Is a Corporation Really for Me?

In this part . . .
More entrepreneurs and business owners than ever before are researching their options and choosing to structure their companies as corporations or the relatively newer limited liability companies. How do you decide whether a corporation is for you? In this part, we help you answer this important question. You learn the benefits of incorporation so that you are able to compare corporations to other forms of business entities. This part gets you started on the right path with a comprehensive pre-incorporation checklist.
Chapter 1

What’s a Corporation?

In This Chapter

bullet
Understanding corporations and their structure
bullet
Changing incorporation — the last 50 years
bullet
Looking to the future
For most, a corporation is simply a business entity. But what does that tell us? How do you know whether a corporation makes sense for you if you don’t understand what a corporation is? In this chapter, you’ll gain a greater understanding of what a corporation is, and why that is important for you. Let’s get started.

Defining Corporations

Before you get into the thick of this incorporation business, you probably want to know what a corporation is and what makes it special? This section breaks down a few of the defining characteristics of corporations.

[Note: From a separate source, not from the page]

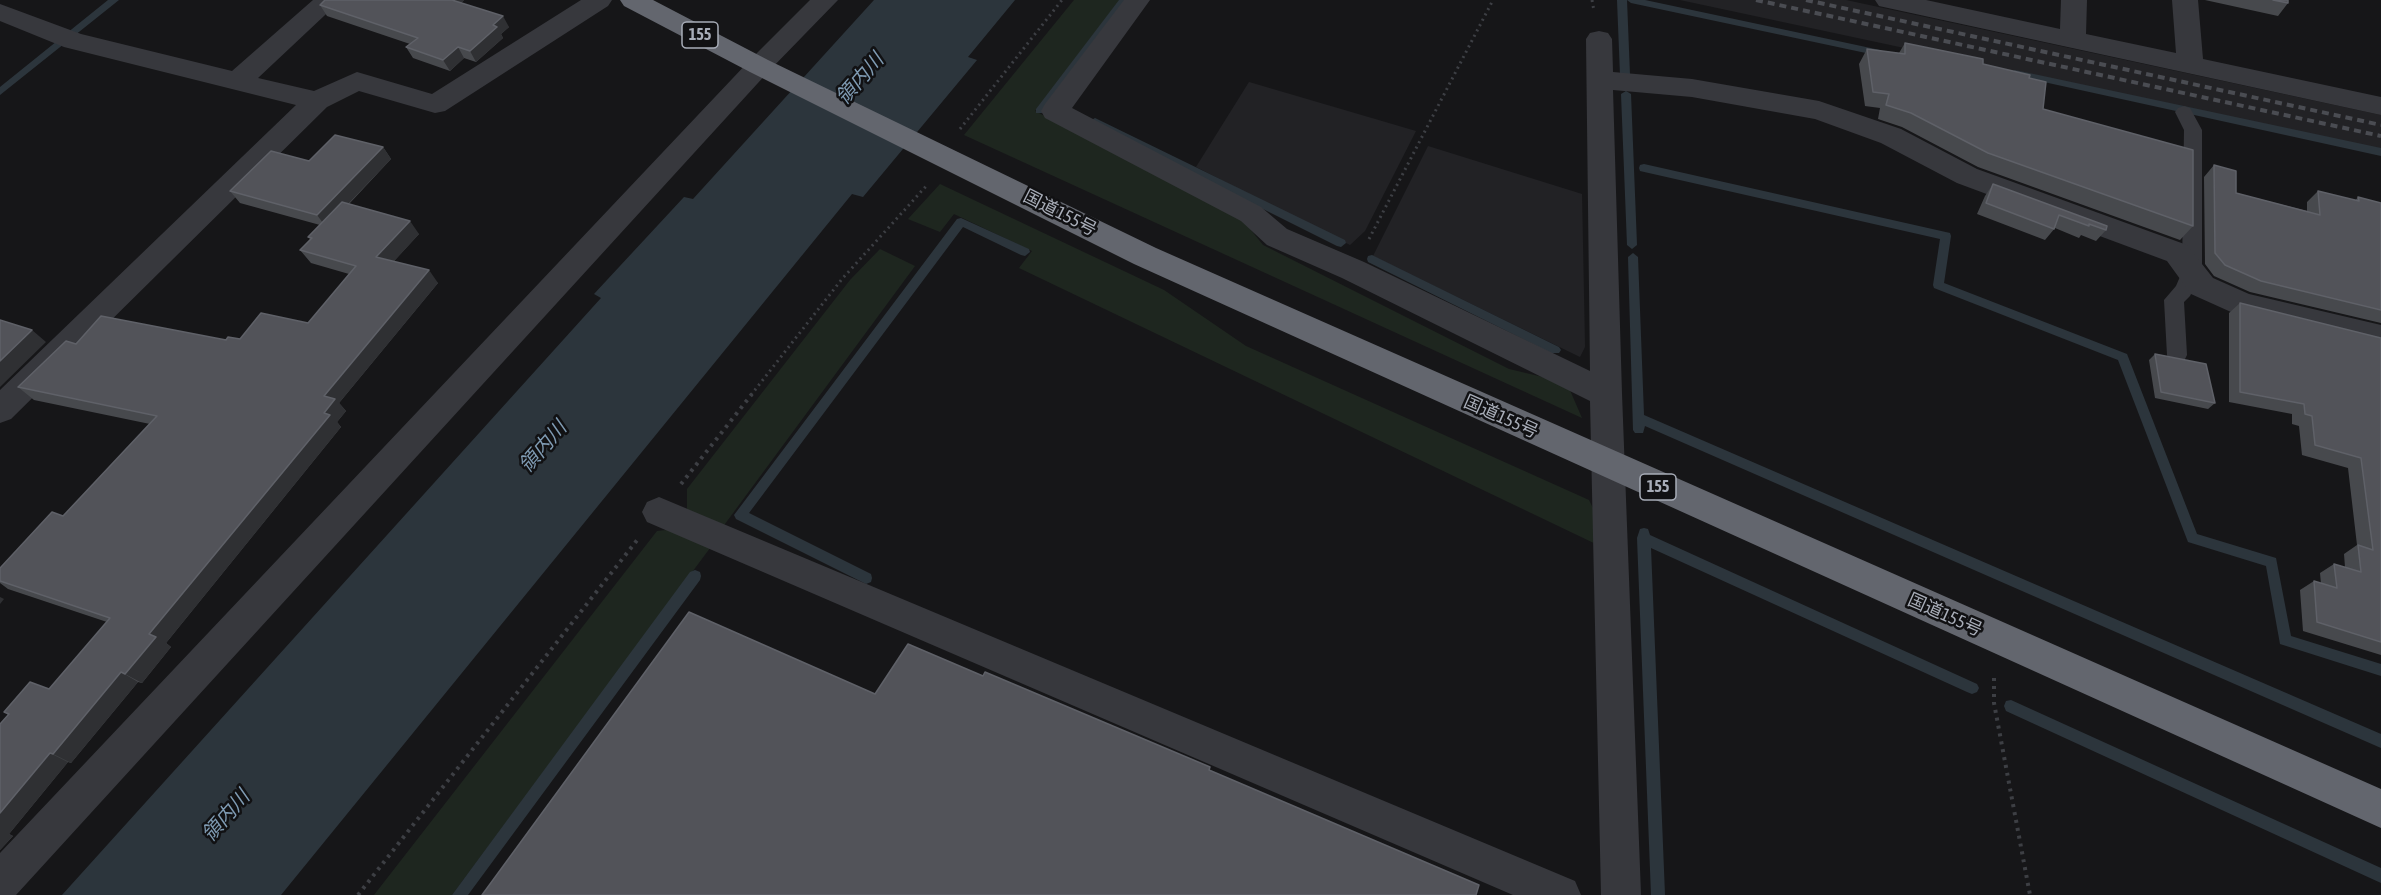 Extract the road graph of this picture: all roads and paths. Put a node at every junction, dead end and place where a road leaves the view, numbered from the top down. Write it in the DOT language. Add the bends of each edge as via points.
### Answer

The corporation as an individual

A corporation is a separate legal entity that is distinct from its creators. It’s not your corporation, and it has its own attributes and qualities, such as perpetual existence and the ability to do things in its own name. Of course, a corporation can’t do anything unless people like you (the board and officers) do those things for it. Nonetheless, such individuals are acting on behalf of the corporation and not on behalf of themselves. When you create a corporation, you have created a legal person — it’s not an extension of its individual officers, directors, or shareholders.
Corporations are creatures of statute, requiring a corporation law in each state in order to exist at all. Fortunately, all states have corporation statutes.

State of incorporation

Where do you live? You have a legal residence — one that determines where you vote, obtain a driver’s license, and pay taxes. This is true even if you spend parts of a year in some other state. The same is true for corporations. Even though your corporation may do business in a number of states, it has only one home. A corporation is considered to be a domestic corporation of that state where it incorporates. If it qualifies to do business in other states (a concept we consider in Chapter 10), it’s a foreign corporation in those other states.
Confused? Assume you incorporate your business in Delaware. Delaware becomes the state of incorporation. For purposes of Delaware law, you are a domestic corporation. What if your Delaware corporation does business in Oregon? It must comply with Oregon law and qualify to do business there as well, so your corporation is considered a domestic corporation in Delaware and a foreign corporation in Oregon.
Remember
We discuss these topics in greater detail in Chapters 3 and 10. But for now, understand that you incorporate in one state (domestic corporation) and qualify to do business in other states (foreign corporation).

Limited liability

You may have many reasons why you would want to incorporate your business, perhaps none more important than limited liability. With limited liability, the personal assets of corporate shareholders are protected from the claims of corporate creditors. A shareholder’s liability exposure is limited to the capital the shareholder has invested in the corporation, usually the amount the shareholder has paid for his stock. So, for example, you may own personal assets worth more than one million dollars, but, in general, if your total investment in ABC, Corporation is the $200 you paid for your stock, $200 is the total extent of your liability exposure to ABC, Corporation creditors.
Here’s some more food for thought. Let’s say you are now in business as a sole proprietor. You like the informality, low cost, and simplicity. Generally, you have no state filing fees, no record-keeping requirements, and no administrative fees. One of the few things you are responsible for is filing a Schedule C with your personal tax return. But, you have no protection from personal liability because you and your business are the same entity. If a supplier sues your business, it applies to you personally, as well. You can buy insurance, but it doesn’t cover every situation.
When you opt for informality, you may have to pay the piper in the future. Suppose you didn’t listen to your attorney who recommended you incorporate your antique and collectible business because in her words, “it isn’t a hobby anymore.” Your business grew exponentially and you now have staff helping you canvass every yard sale in a tri-state region for treasure masquerading as junk. What if one of your employees gets into a horrible accident during one of these junkets? You may be facing many months of litigation, further aggravated by tremendous stress because you could possibly lose your house, boat, and lifetime savings. If you had incorporated your business, you would have greatly reduced the risk of losing your hard-won personal assets. (We discuss limited liability further in Chapter 2.)
In the 1980s and 1990s, new forms of doing business emerged, all focused on extending limited liability protection to a new type of business entity. Limited liability companies and limited liability partnerships are perhaps the best known from this period. Suddenly, business enterprises existed that could provide the limited liability benefit of corporations and the pass-through taxation of partnerships. Thus the choice of business entity became more difficult, as you’ll see in Chapter 2.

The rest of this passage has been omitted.